Hong Kong Third 'A' Division League
- Founded: 1951
- Folded: 2012
- Country: Hong Kong
- Confederation: AFC
- Number of clubs: 19
- Level on pyramid: 3
- Promotion to: Hong Kong Second Division League
- Relegation to: Hong Kong Fourth Division League
- Domestic cup: Hong Kong Junior Challenge Shield
- Last champions: Eastern (2011–12)
- Website: HKFA
- Current: 2011–12 Third Division League

= Hong Kong Third A Division League =

Hong Kong Third 'A' Division League was a division of the third overall tier of the Hong Kong football league system organised by the Hong Kong Football Association in Hong Kong, along with Hong Kong Third 'District' Division League. It was folded in 2012 as Hong Kong Third 'A' Division League and Hong Kong Third 'District' Division League are merged into one.

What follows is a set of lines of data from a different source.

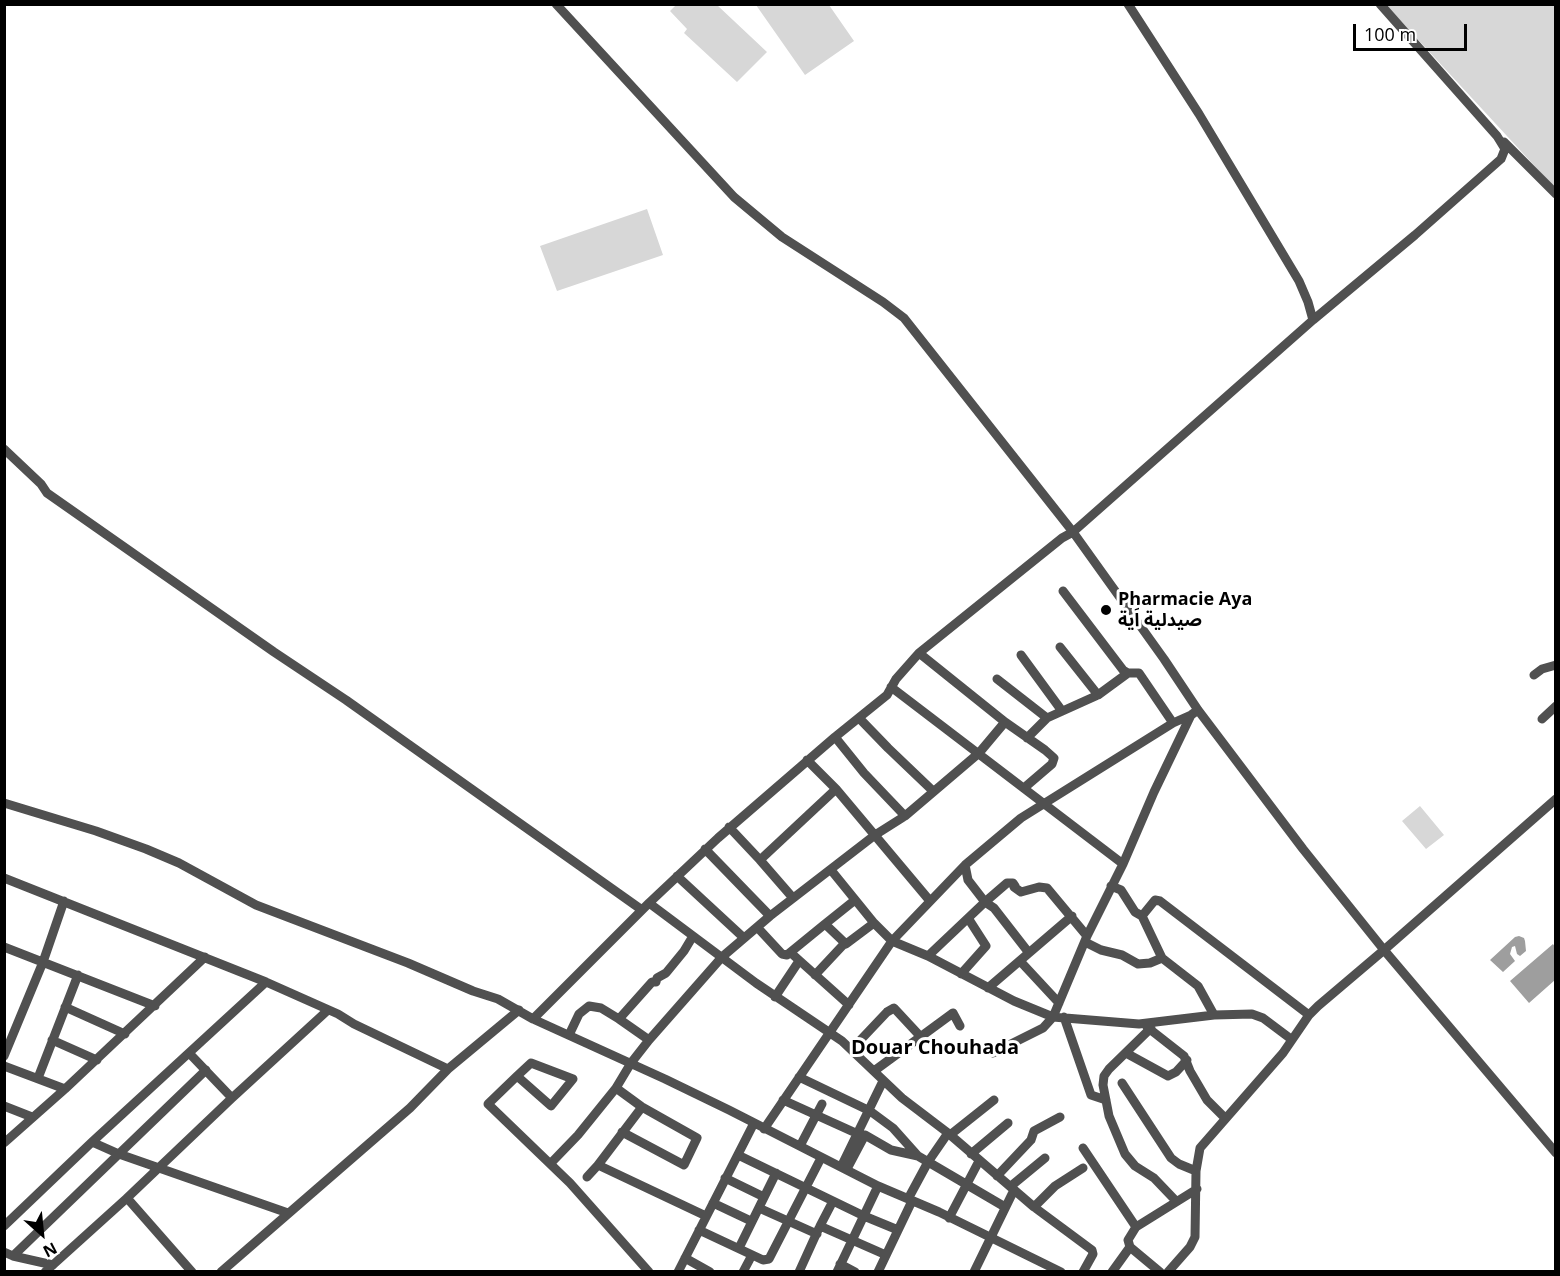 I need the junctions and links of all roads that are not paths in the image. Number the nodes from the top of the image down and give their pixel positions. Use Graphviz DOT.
graph roads {
  1 [pos="556,4"];
  2 [pos="1128,4"];
  3 [pos="1380,4"];
  4 [pos="1491,129"];
  5 [pos="1556,194"];
  6 [pos="1313,320"];
  7 [pos="4,449"];
  8 [pos="1073,532"];
  9 [pos="1063,591"];
  10 [pos="1060,647"];
  11 [pos="919,654"];
  12 [pos="1021,656"];
  13 [pos="1556,665"];
  14 [pos="1128,673"];
  15 [pos="1534,675"];
  16 [pos="997,679"];
  17 [pos="891,687"];
  18 [pos="1098,695"];
  19 [pos="1556,706"];
  20 [pos="1062,711"];
  21 [pos="1194,713"];
  22 [pos="859,718"];
  23 [pos="1047,718"];
  24 [pos="1542,719"];
  25 [pos="1005,722"];
  26 [pos="1173,723"];
  27 [pos="835,737"];
  28 [pos="1027,738"];
  29 [pos="979,753"];
  30 [pos="807,760"];
  31 [pos="1024,788"];
  32 [pos="836,789"];
  33 [pos="933,790"];
  34 [pos="1556,799"];
  35 [pos="4,803"];
  36 [pos="1044,803"];
  37 [pos="905,816"];
  38 [pos="729,827"];
  39 [pos="875,836"];
  40 [pos="705,849"];
  41 [pos="760,860"];
  42 [pos="1123,864"];
  43 [pos="965,865"];
  44 [pos="831,870"];
  45 [pos="677,876"];
  46 [pos="4,878"];
  47 [pos="1111,886"];
  48 [pos="793,898"];
  49 [pos="855,900"];
  50 [pos="64,901"];
  51 [pos="930,901"];
  52 [pos="985,902"];
  53 [pos="645,906"];
  54 [pos="770,916"];
  55 [pos="1072,916"];
  56 [pos="1142,916"];
  57 [pos="968,918"];
  58 [pos="874,923"];
  59 [pos="825,924"];
  60 [pos="757,927"];
  61 [pos="693,936"];
  62 [pos="744,938"];
  63 [pos="1086,939"];
  64 [pos="892,941"];
  65 [pos="844,944"];
  66 [pos="4,947"];
  67 [pos="1384,950"];
  68 [pos="1029,952"];
  69 [pos="791,953"];
  70 [pos="928,956"];
  71 [pos="205,957"];
  72 [pos="722,957"];
  73 [pos="1162,958"];
  74 [pos="799,961"];
  75 [pos="1020,961"];
  76 [pos="43,962"];
  77 [pos="962,974"];
  78 [pos="78,975"];
  79 [pos="815,975"];
  80 [pos="266,982"];
  81 [pos="988,988"];
  82 [pos="775,997"];
  83 [pos="1059,1003"];
  84 [pos="849,1005"];
  85 [pos="155,1006"];
  86 [pos="65,1007"];
  87 [pos="328,1010"];
  88 [pos="519,1010"];
  89 [pos="1214,1015"];
  90 [pos="1309,1015"];
  91 [pos="1053,1017"];
  92 [pos="1064,1017"];
  93 [pos="533,1019"];
  94 [pos="619,1019"];
  95 [pos="1139,1024"];
  96 [pos="960,1026"];
  97 [pos="1151,1028"];
  98 [pos="125,1034"];
  99 [pos="828,1034"];
  100 [pos="569,1035"];
  101 [pos="920,1036"];
  102 [pos="52,1040"];
  103 [pos="649,1040"];
  104 [pos="1291,1040"];
  105 [pos="852,1049"];
  106 [pos="189,1053"];
  107 [pos="993,1053"];
  108 [pos="1126,1053"];
  109 [pos="5,1055"];
  110 [pos="97,1060"];
  111 [pos="1187,1060"];
  112 [pos="631,1063"];
  113 [pos="4,1066"];
  114 [pos="448,1069"];
  115 [pos="206,1070"];
  116 [pos="874,1071"];
  117 [pos="517,1076"];
  118 [pos="799,1077"];
  119 [pos="38,1078"];
  120 [pos="884,1081"];
  121 [pos="1122,1083"];
  122 [pos="616,1088"];
  123 [pos="65,1089"];
  124 [pos="232,1098"];
  125 [pos="783,1100"];
  126 [pos="994,1100"];
  127 [pos="1106,1100"];
  128 [pos="822,1104"];
  129 [pos="4,1106"];
  130 [pos="642,1107"];
  131 [pos="870,1111"];
  132 [pos="816,1113"];
  133 [pos="1060,1117"];
  134 [pos="32,1118"];
  135 [pos="1225,1118"];
  136 [pos="754,1123"];
  137 [pos="1008,1123"];
  138 [pos="764,1129"];
  139 [pos="622,1132"];
  140 [pos="949,1134"];
  141 [pos="861,1135"];
  142 [pos="92,1142"];
  143 [pos="4,1143"];
  144 [pos="800,1146"];
  145 [pos="1083,1148"];
  146 [pos="1556,1153"];
  147 [pos="119,1154"];
  148 [pos="971,1154"];
  149 [pos="738,1155"];
  150 [pos="918,1156"];
  151 [pos="821,1158"];
  152 [pos="1045,1158"];
  153 [pos="979,1161"];
  154 [pos="928,1162"];
  155 [pos="550,1163"];
  156 [pos="598,1165"];
  157 [pos="159,1167"];
  158 [pos="844,1168"];
  159 [pos="1083,1168"];
  160 [pos="1196,1171"];
  161 [pos="776,1173"];
  162 [pos="998,1176"];
  163 [pos="587,1178"];
  164 [pos="725,1178"];
  165 [pos="965,1184"];
  166 [pos="878,1186"];
  167 [pos="806,1187"];
  168 [pos="1012,1188"];
  169 [pos="1197,1189"];
  170 [pos="764,1197"];
  171 [pos="127,1198"];
  172 [pos="910,1200"];
  173 [pos="833,1201"];
  174 [pos="1176,1201"];
  175 [pos="713,1203"];
  176 [pos="1005,1207"];
  177 [pos="1034,1207"];
  178 [pos="759,1208"];
  179 [pos="288,1213"];
  180 [pos="706,1216"];
  181 [pos="864,1216"];
  182 [pos="949,1218"];
  183 [pos="752,1221"];
  184 [pos="789,1221"];
  185 [pos="4,1226"];
  186 [pos="1136,1227"];
  187 [pos="699,1230"];
  188 [pos="818,1230"];
  189 [pos="898,1230"];
  190 [pos="990,1238"];
  191 [pos="852,1241"];
  192 [pos="1130,1247"];
  193 [pos="738,1248"];
  194 [pos="9,1254"];
  195 [pos="752,1255"];
  196 [pos="886,1255"];
  197 [pos="685,1258"];
  198 [pos="49,1268"];
  199 [pos="838,1268"];
  200 [pos="192,1272"];
  201 [pos="221,1272"];
  202 [pos="649,1272"];
  203 [pos="678,1272"];
  204 [pos="710,1272"];
  205 [pos="743,1272"];
  206 [pos="799,1272"];
  207 [pos="855,1272"];
  208 [pos="878,1272"];
  209 [pos="974,1272"];
  210 [pos="1061,1272"];
  211 [pos="1083,1272"];
  212 [pos="1113,1272"];
  213 [pos="1160,1272"];
  214 [pos="1168,1272"];
  1 -- 8 [label="street"];
  2 -- 6 [label="street"];
  3 -- 4 [label="street"];
  4 -- 5 [label="street"];
  4 -- 6 [label="street"];
  6 -- 8 [label="street"];
  7 -- 53 [label="street"];
  8 -- 11 [label="street"];
  8 -- 21 [label="street"];
  9 -- 14 [label="street"];
  10 -- 18 [label="street"];
  11 -- 17 [label="street"];
  11 -- 25 [label="street"];
  12 -- 20 [label="street"];
  13 -- 15 [label="street"];
  14 -- 18 [label="street"];
  14 -- 26 [label="street"];
  16 -- 23 [label="street"];
  17 -- 22 [label="street"];
  17 -- 29 [label="street"];
  18 -- 20 [label="street"];
  19 -- 24 [label="street"];
  20 -- 23 [label="street"];
  21 -- 26 [label="street"];
  21 -- 42 [label="street"];
  21 -- 67 [label="street"];
  22 -- 27 [label="street"];
  22 -- 33 [label="street"];
  23 -- 28 [label="street"];
  25 -- 28 [label="street"];
  25 -- 29 [label="street"];
  26 -- 36 [label="street"];
  27 -- 30 [label="street"];
  27 -- 37 [label="street"];
  28 -- 31 [label="street"];
  29 -- 31 [label="street"];
  29 -- 33 [label="street"];
  30 -- 32 [label="street"];
  30 -- 38 [label="street"];
  31 -- 36 [label="street"];
  32 -- 39 [label="street"];
  32 -- 41 [label="street"];
  33 -- 37 [label="street"];
  34 -- 67 [label="street"];
  35 -- 88 [label="street"];
  36 -- 42 [label="street"];
  36 -- 43 [label="street"];
  37 -- 39 [label="street"];
  38 -- 40 [label="street"];
  38 -- 41 [label="street"];
  39 -- 44 [label="street"];
  39 -- 51 [label="street"];
  40 -- 45 [label="street"];
  40 -- 54 [label="street"];
  41 -- 48 [label="street"];
  42 -- 47 [label="street"];
  43 -- 51 [label="street"];
  43 -- 52 [label="street"];
  44 -- 48 [label="street"];
  44 -- 49 [label="street"];
  45 -- 53 [label="street"];
  45 -- 62 [label="street"];
  46 -- 50 [label="street"];
  47 -- 56 [label="street"];
  47 -- 63 [label="street"];
  48 -- 54 [label="street"];
  49 -- 58 [label="street"];
  49 -- 59 [label="street"];
  50 -- 71 [label="street"];
  50 -- 76 [label="street"];
  51 -- 64 [label="street"];
  52 -- 55 [label="street"];
  52 -- 57 [label="street"];
  52 -- 68 [label="street"];
  53 -- 61 [label="street"];
  53 -- 93 [label="street"];
  54 -- 60 [label="street"];
  55 -- 63 [label="street"];
  55 -- 68 [label="street"];
  56 -- 73 [label="street"];
  56 -- 90 [label="street"];
  57 -- 70 [label="street"];
  57 -- 77 [label="street"];
  58 -- 64 [label="street"];
  58 -- 65 [label="street"];
  59 -- 65 [label="street"];
  59 -- 69 [label="street"];
  60 -- 62 [label="street"];
  60 -- 69 [label="street"];
  61 -- 72 [label="street"];
  61 -- 94 [label="street"];
  62 -- 72 [label="street"];
  63 -- 73 [label="street"];
  63 -- 83 [label="street"];
  64 -- 70 [label="street"];
  64 -- 84 [label="street"];
  65 -- 79 [label="street"];
  66 -- 76 [label="street"];
  67 -- 90 [label="street"];
  67 -- 146 [label="street"];
  68 -- 75 [label="street"];
  69 -- 74 [label="street"];
  70 -- 77 [label="street"];
  71 -- 80 [label="street"];
  71 -- 85 [label="street"];
  72 -- 82 [label="street"];
  72 -- 103 [label="street"];
  73 -- 89 [label="street"];
  74 -- 79 [label="street"];
  74 -- 82 [label="street"];
  75 -- 81 [label="street"];
  75 -- 83 [label="street"];
  76 -- 78 [label="street"];
  76 -- 109 [label="street"];
  77 -- 81 [label="street"];
  78 -- 85 [label="street"];
  78 -- 86 [label="street"];
  79 -- 84 [label="street"];
  80 -- 87 [label="street"];
  80 -- 106 [label="street"];
  81 -- 91 [label="street"];
  82 -- 99 [label="street"];
  83 -- 91 [label="street"];
  84 -- 99 [label="street"];
  85 -- 98 [label="street"];
  86 -- 98 [label="street"];
  86 -- 102 [label="street"];
  87 -- 114 [label="street"];
  87 -- 124 [label="street"];
  88 -- 93 [label="street"];
  88 -- 114 [label="street"];
  89 -- 95 [label="street"];
  89 -- 104 [label="street"];
  90 -- 104 [label="street"];
  91 -- 92 [label="street"];
  91 -- 107 [label="street"];
  92 -- 95 [label="street"];
  92 -- 127 [label="street"];
  93 -- 100 [label="street"];
  94 -- 100 [label="street"];
  94 -- 103 [label="street"];
  95 -- 97 [label="street"];
  96 -- 101 [label="street"];
  97 -- 108 [label="street"];
  97 -- 111 [label="street"];
  98 -- 110 [label="street"];
  99 -- 105 [label="street"];
  99 -- 118 [label="street"];
  100 -- 112 [label="street"];
  101 -- 105 [label="street"];
  101 -- 116 [label="street"];
  102 -- 110 [label="street"];
  102 -- 119 [label="street"];
  103 -- 112 [label="street"];
  104 -- 135 [label="street"];
  105 -- 116 [label="street"];
  106 -- 115 [label="street"];
  106 -- 142 [label="street"];
  108 -- 111 [label="street"];
  108 -- 127 [label="street"];
  110 -- 123 [label="street"];
  111 -- 135 [label="street"];
  112 -- 122 [label="street"];
  112 -- 136 [label="street"];
  113 -- 119 [label="street"];
  114 -- 179 [label="street"];
  115 -- 124 [label="street"];
  115 -- 147 [label="street"];
  116 -- 120 [label="street"];
  117 -- 117 [label="street"];
  117 -- 155 [label="street"];
  118 -- 125 [label="street"];
  118 -- 131 [label="street"];
  119 -- 123 [label="street"];
  120 -- 131 [label="street"];
  120 -- 140 [label="street"];
  121 -- 160 [label="street"];
  122 -- 130 [label="street"];
  122 -- 155 [label="street"];
  123 -- 134 [label="street"];
  124 -- 157 [label="street"];
  125 -- 132 [label="street"];
  125 -- 138 [label="street"];
  126 -- 140 [label="street"];
  127 -- 174 [label="street"];
  128 -- 132 [label="street"];
  129 -- 134 [label="street"];
  130 -- 139 [label="street"];
  130 -- 139 [label="street"];
  131 -- 141 [label="street"];
  131 -- 150 [label="street"];
  132 -- 141 [label="street"];
  132 -- 144 [label="street"];
  133 -- 162 [label="street"];
  134 -- 143 [label="street"];
  135 -- 160 [label="street"];
  136 -- 138 [label="street"];
  136 -- 149 [label="street"];
  137 -- 148 [label="street"];
  138 -- 144 [label="street"];
  139 -- 156 [label="street"];
  140 -- 148 [label="street"];
  140 -- 154 [label="street"];
  141 -- 150 [label="street"];
  141 -- 158 [label="street"];
  142 -- 147 [label="street"];
  142 -- 185 [label="street"];
  144 -- 151 [label="street"];
  145 -- 186 [label="street"];
  147 -- 157 [label="street"];
  147 -- 194 [label="street"];
  148 -- 153 [label="street"];
  149 -- 161 [label="street"];
  149 -- 164 [label="street"];
  150 -- 154 [label="street"];
  151 -- 158 [label="street"];
  151 -- 167 [label="street"];
  152 -- 168 [label="street"];
  153 -- 162 [label="street"];
  153 -- 165 [label="street"];
  154 -- 165 [label="street"];
  154 -- 172 [label="street"];
  155 -- 202 [label="street"];
  156 -- 163 [label="street"];
  156 -- 180 [label="street"];
  157 -- 171 [label="street"];
  157 -- 179 [label="street"];
  158 -- 166 [label="street"];
  159 -- 177 [label="street"];
  160 -- 169 [label="street"];
  161 -- 167 [label="street"];
  161 -- 170 [label="street"];
  162 -- 168 [label="street"];
  164 -- 170 [label="street"];
  164 -- 175 [label="street"];
  165 -- 176 [label="street"];
  165 -- 182 [label="street"];
  166 -- 172 [label="street"];
  166 -- 181 [label="street"];
  167 -- 173 [label="street"];
  167 -- 184 [label="street"];
  168 -- 176 [label="street"];
  168 -- 177 [label="street"];
  169 -- 174 [label="street"];
  169 -- 214 [label="street"];
  170 -- 178 [label="street"];
  171 -- 198 [label="street"];
  171 -- 200 [label="street"];
  172 -- 182 [label="street"];
  172 -- 189 [label="street"];
  173 -- 181 [label="street"];
  173 -- 188 [label="street"];
  174 -- 186 [label="street"];
  175 -- 180 [label="street"];
  175 -- 183 [label="street"];
  176 -- 190 [label="street"];
  177 -- 211 [label="street"];
  178 -- 183 [label="street"];
  178 -- 184 [label="street"];
  179 -- 201 [label="street"];
  180 -- 187 [label="street"];
  181 -- 189 [label="street"];
  181 -- 191 [label="street"];
  182 -- 190 [label="street"];
  183 -- 193 [label="street"];
  184 -- 188 [label="street"];
  184 -- 195 [label="street"];
  186 -- 192 [label="street"];
  187 -- 193 [label="street"];
  187 -- 197 [label="street"];
  188 -- 191 [label="street"];
  188 -- 206 [label="street"];
  189 -- 196 [label="street"];
  190 -- 209 [label="street"];
  190 -- 210 [label="street"];
  191 -- 196 [label="street"];
  191 -- 199 [label="street"];
  192 -- 212 [label="street"];
  192 -- 213 [label="street"];
  193 -- 195 [label="street"];
  194 -- 198 [label="street"];
  195 -- 205 [label="street"];
  196 -- 208 [label="street"];
  197 -- 203 [label="street"];
  197 -- 204 [label="street"];
  199 -- 207 [label="street"];
}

Hong Kong Third 'A' Division League is introduced in 1951. The first two teams of the league, with the first two teams of Hong Kong Third 'District' Division League, qualify to the Hong Kong Third Division League final round. The champion and the second of the final round are promoted to the Hong Kong Second Division League. For other two teams, they are still in their third division league.

Teams from this division, as well as from Hong Kong Third 'A' Division League, enter the Hong Kong Junior Challenge Shield.

==Project Phoenix==
Project Phoenix is a project held by Hong Kong Football Association which aims to make changes on and help Hong Kong football to develop. The project suggests to merge Hong Kong Third 'A' Division League and Hong Kong Third 'District' Division League into one and form the Hong Kong Fourth Division League which will be the bottom tier of Hong Kong football league system.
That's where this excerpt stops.